Extract every line below that contains the word "lane".

** Dataset entries follows **

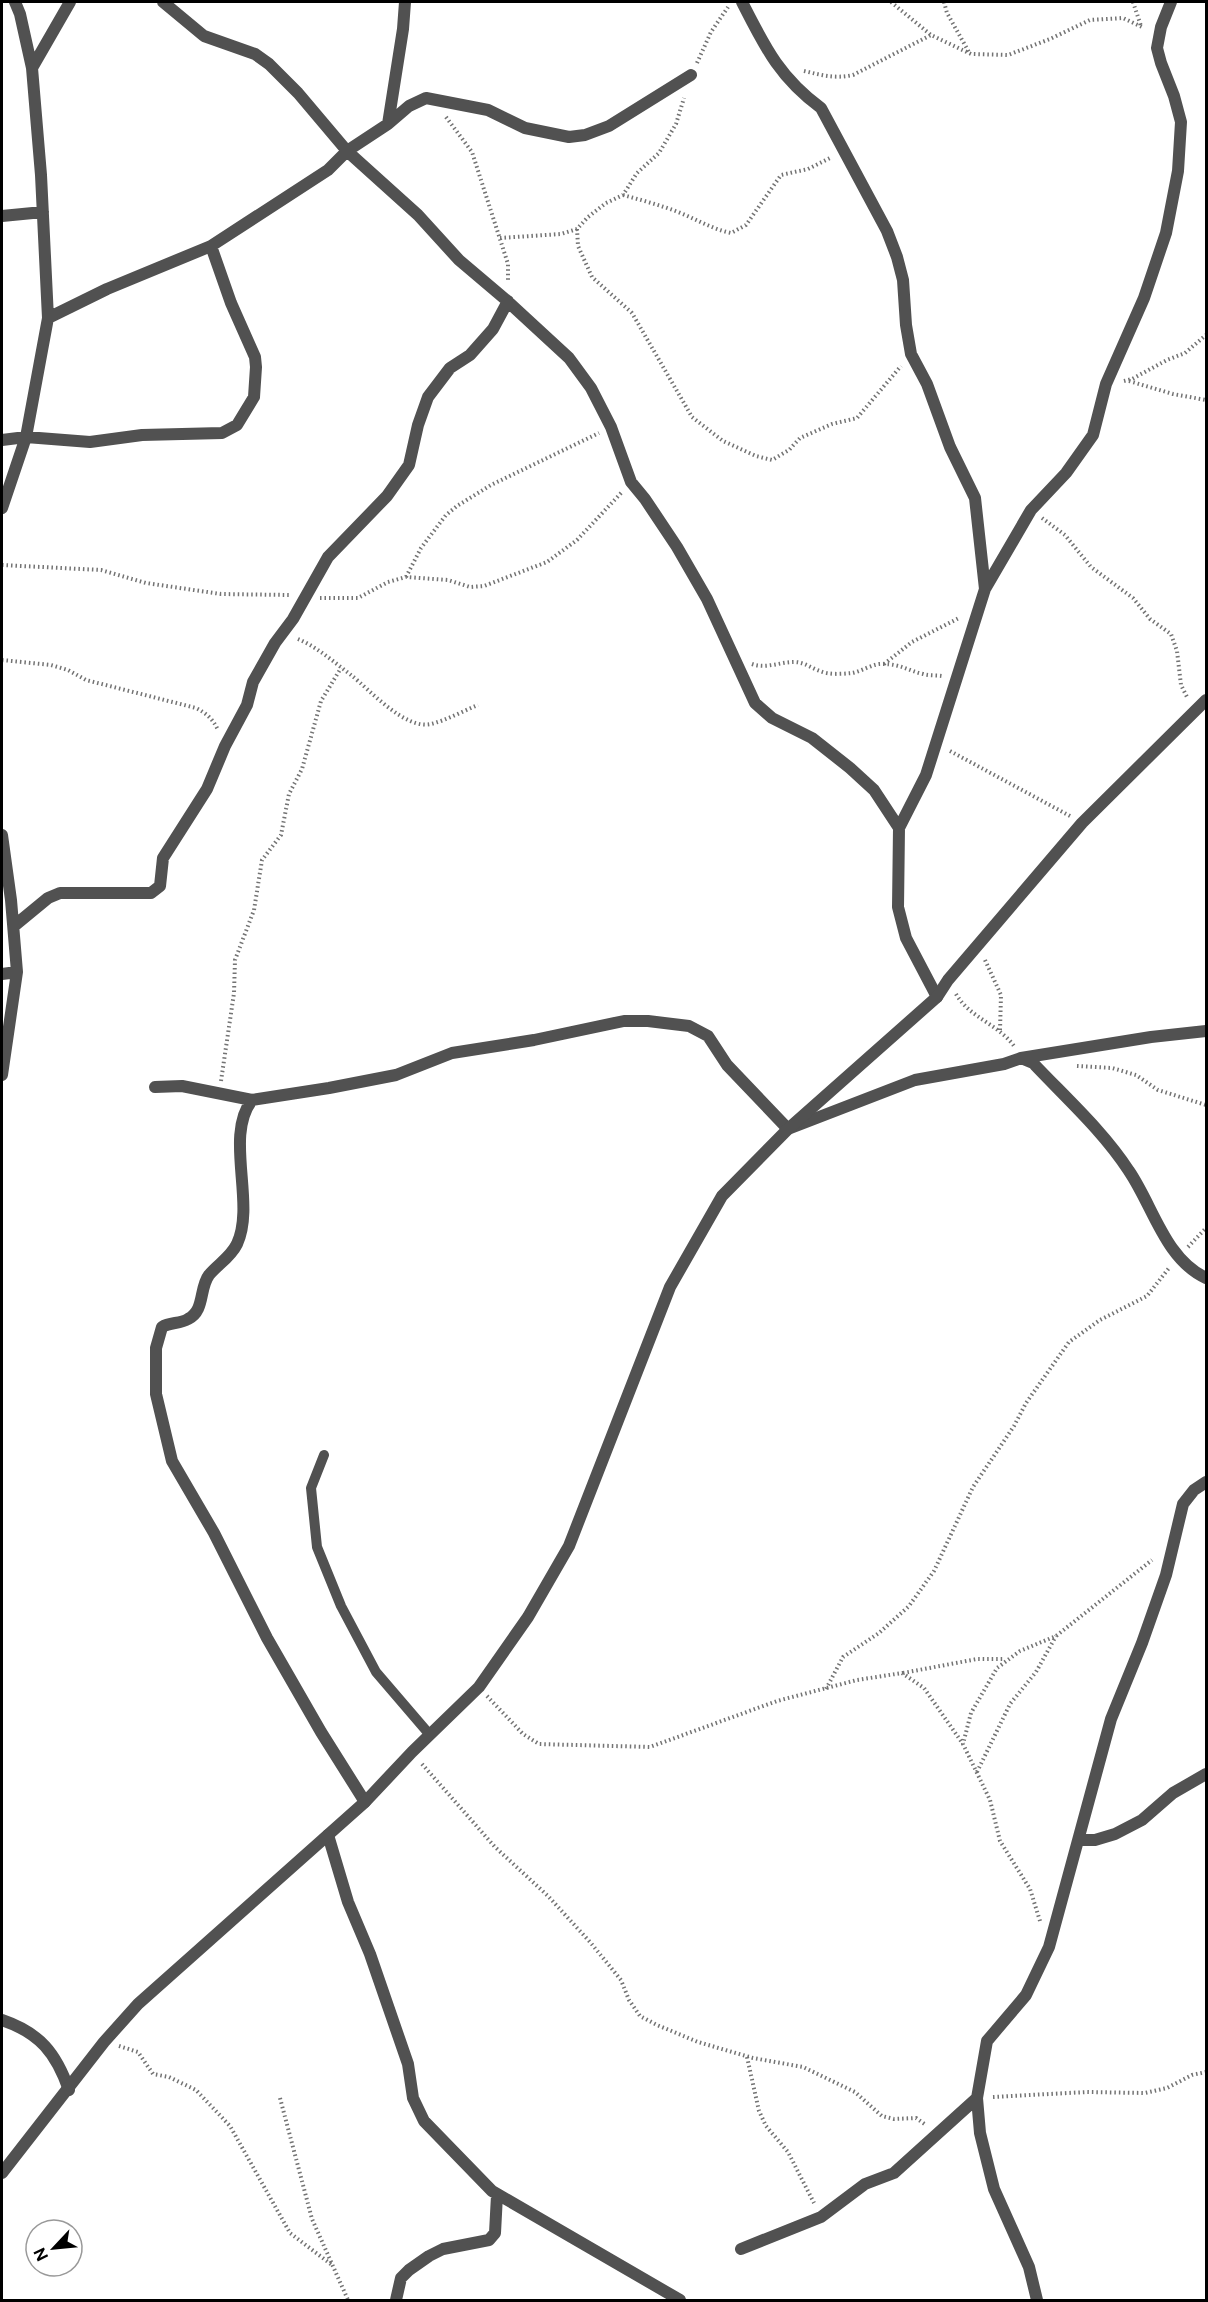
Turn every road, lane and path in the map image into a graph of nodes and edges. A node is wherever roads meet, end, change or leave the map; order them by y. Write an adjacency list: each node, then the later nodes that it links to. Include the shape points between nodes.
1 (15, 2): 16 (street)
2 (70, 2): 16 (street)
3 (163, 2): 21 (street, via 204,36 255,54 270,64)
4 (405, 2): 19 (street)
5 (732, 2): 17 (path, via 711,32)
6 (742, 2): 15 (street)
7 (891, 2): 12 (path)
8 (944, 2): 14 (path)
9 (1133, 2): 11 (path)
10 (1171, 2): 13 (street)
11 (1142, 27): 13 (path, via 1148,40); 14 (path, via 1123,18 1096,19 1008,55)
12 (931, 35): 14 (path); 15 (path, via 842,78)
13 (1158, 48): 33 (street, via 1181,122 1179,171 1166,233 1144,298)
14 (971, 54)
15 (776, 66): 20 (street, via 821,108)
16 (32, 69): 23 (street)
17 (691, 75): 18 (street, via 609,126 569,138 525,128 488,110); 22 (path, via 676,124 659,153 637,173)
18 (426, 98): 19 (street); 26 (path, via 472,152)
19 (388, 124): 21 (street)
20 (843, 150): 22 (path, via 808,169 781,175 746,225 731,233); 31 (street, via 897,257)
21 (346, 151): 27 (street, via 328,170); 28 (street, via 418,215 459,261)
22 (623, 195): 25 (path, via 606,203)
23 (43, 212): 24 (street); 29 (street)
24 (2, 216)
25 (577, 230): 26 (path); 31 (path, via 578,246 592,278 632,313 692,417 723,441 756,456 772,460 800,438 856,418)
26 (500, 238): 28 (path, via 508,264)
27 (211, 246): 29 (street); 36 (street, via 255,357 254,398 237,425 222,433 142,435 90,442)
28 (506, 300): 35 (street, via 568,357 591,388); 44 (street, via 493,328 470,355 450,368 428,397 409,465 387,496 328,557)
29 (48, 318): 36 (street)
30 (1206, 336): 32 (path, via 1185,353)
31 (911, 354): 43 (street, via 975,498)
32 (1126, 380): 33 (path); 34 (path)
33 (1106, 384): 40 (street, via 1093,435)
34 (1206, 400)
35 (611, 427): 38 (street); 42 (path, via 457,506 421,548)
36 (26, 437): 37 (street); 39 (street)
37 (2, 440)
38 (631, 482): 42 (path, via 577,540 547,562 484,586); 47 (street, via 677,547 707,599)
39 (2, 508)
40 (1031, 510): 43 (street); 53 (path, via 1065,535 1091,567 1171,634 1181,685 1185,694)
41 (2, 565): 44 (path, via 100,570 146,583 221,594)
42 (406, 577): 44 (path, via 358,598)
43 (985, 588): 45 (street)
44 (306, 597): 46 (street)
45 (978, 608): 49 (path, via 912,642); 51 (street)
46 (283, 632): 50 (path, via 309,644); 55 (street, via 253,682 247,705)
47 (732, 655): 49 (path, via 757,665 804,663 836,674); 57 (street, via 755,703 772,717 812,738 850,768 874,790)
48 (2, 660): 55 (path, via 51,665 86,680 196,708 215,722)
49 (884, 664): 51 (path, via 922,674)
50 (340, 668): 52 (path, via 384,705 416,724 430,724); 71 (path, via 321,701 302,769 289,794 281,835 262,860 254,910 235,960)
51 (957, 676): 54 (street)
52 (478, 705)
53 (1202, 705): 56 (street)
54 (936, 743): 56 (path); 57 (street, via 926,775)
55 (225, 746): 59 (street, via 207,789 163,858 160,886 156,890 60,893)
56 (1082, 823): 60 (street)
57 (899, 828): 64 (street, via 898,907 906,938)
58 (2, 835): 59 (street)
59 (14, 926): 61 (street)
60 (978, 944): 63 (street); 65 (path, via 1001,995)
61 (17, 972): 62 (street); 69 (street)
62 (2, 974)
63 (948, 981): 64 (street); 65 (path, via 962,1006)
64 (937, 997): 74 (street)
65 (1000, 1031): 67 (path, via 1014,1044)
66 (1206, 1031): 67 (street)
67 (1021, 1058): 74 (street, via 915,1080); 76 (street, via 1033,1063 1105,1139 1130,1171)
68 (1067, 1065): 73 (path, via 1120,1070 1136,1075 1158,1090)
69 (2, 1075)
70 (155, 1087): 71 (street, via 182,1086)
71 (221, 1093): 72 (street)
72 (252, 1100): 74 (street, via 396,1075 452,1053 624,1021 648,1021 689,1026 708,1036 728,1065); 91 (street, via 244,1109 242,1120 243,1216 237,1243 226,1261 206,1280 194,1315 162,1327 156,1348 156,1394 172,1461 283,1666)
73 (1206, 1105)
74 (788, 1129): 84 (street, via 722,1196 670,1287 569,1546 528,1617)
75 (1206, 1228): 76 (path)
76 (1180, 1258): 77 (street); 85 (path, via 1147,1296 1100,1320 1069,1342 973,1487 934,1571 909,1606 879,1633 843,1657)
77 (1206, 1278)
78 (324, 1455): 86 (lane, via 311,1488 317,1548 341,1606 376,1672)
79 (1206, 1482): 93 (street, via 1183,1504 1166,1575 1111,1719)
80 (1154, 1557): 81 (path, via 1149,1565)
81 (1056, 1636): 82 (path); 89 (path, via 1036,1672 1010,1704)
82 (1006, 1659): 83 (path, via 977,1659); 87 (path, via 971,1713)
83 (902, 1673): 85 (path); 87 (path, via 924,1688)
84 (479, 1687): 85 (path, via 523,1734 539,1744 650,1747 777,1701); 86 (street)
85 (826, 1689)
86 (430, 1735): 88 (street)
87 (963, 1744): 89 (path)
88 (412, 1752): 91 (street); 97 (path, via 495,1846 590,1942 621,1980 640,2016 699,2042)
89 (977, 1772): 94 (path, via 990,1800 1000,1841 1030,1889)
90 (1206, 1774): 93 (street, via 1173,1793 1142,1820 1115,1834)
91 (365, 1802): 92 (street)
92 (328, 1835): 96 (street, via 138,2004); 104 (street, via 348,1902 408,2064 413,2098 424,2121)
93 (1080, 1840): 94 (street)
94 (1049, 1947): 101 (street, via 1026,1995 987,2041)
95 (2, 2020): 99 (street, via 49,2049)
96 (104, 2042): 99 (street); 107 (path, via 138,2052 153,2074 196,2090 230,2126 290,2233)
97 (747, 2056): 102 (path, via 803,2067 855,2092 882,2116 916,2118); 105 (path, via 759,2111 788,2152)
98 (1206, 2072): 101 (path, via 1145,2093)
99 (69, 2090): 103 (street)
100 (280, 2098): 107 (path, via 312,2219)
101 (977, 2098): 102 (street); 111 (street, via 980,2133 994,2189 1029,2267)
102 (940, 2132): 105 (street, via 894,2173 865,2184)
103 (2, 2173)
104 (497, 2195): 109 (street, via 493,2238 429,2256 402,2277); 110 (street)
105 (821, 2217): 106 (street)
106 (741, 2249)
107 (332, 2265): 108 (path)
108 (348, 2301)
109 (396, 2301)
110 (680, 2301)
111 (1037, 2301)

** End of Dataset entries **

## Task response
Turn every road, lane and path in the map image into a graph of nodes and edges. A node is wherever roads meet, end, change or leave the map; order them by y. Write an adjacency list: each node, then the later nodes that it links to. Include the shape points between nodes.
78 (324, 1455): 86 (lane, via 311,1488 317,1548 341,1606 376,1672)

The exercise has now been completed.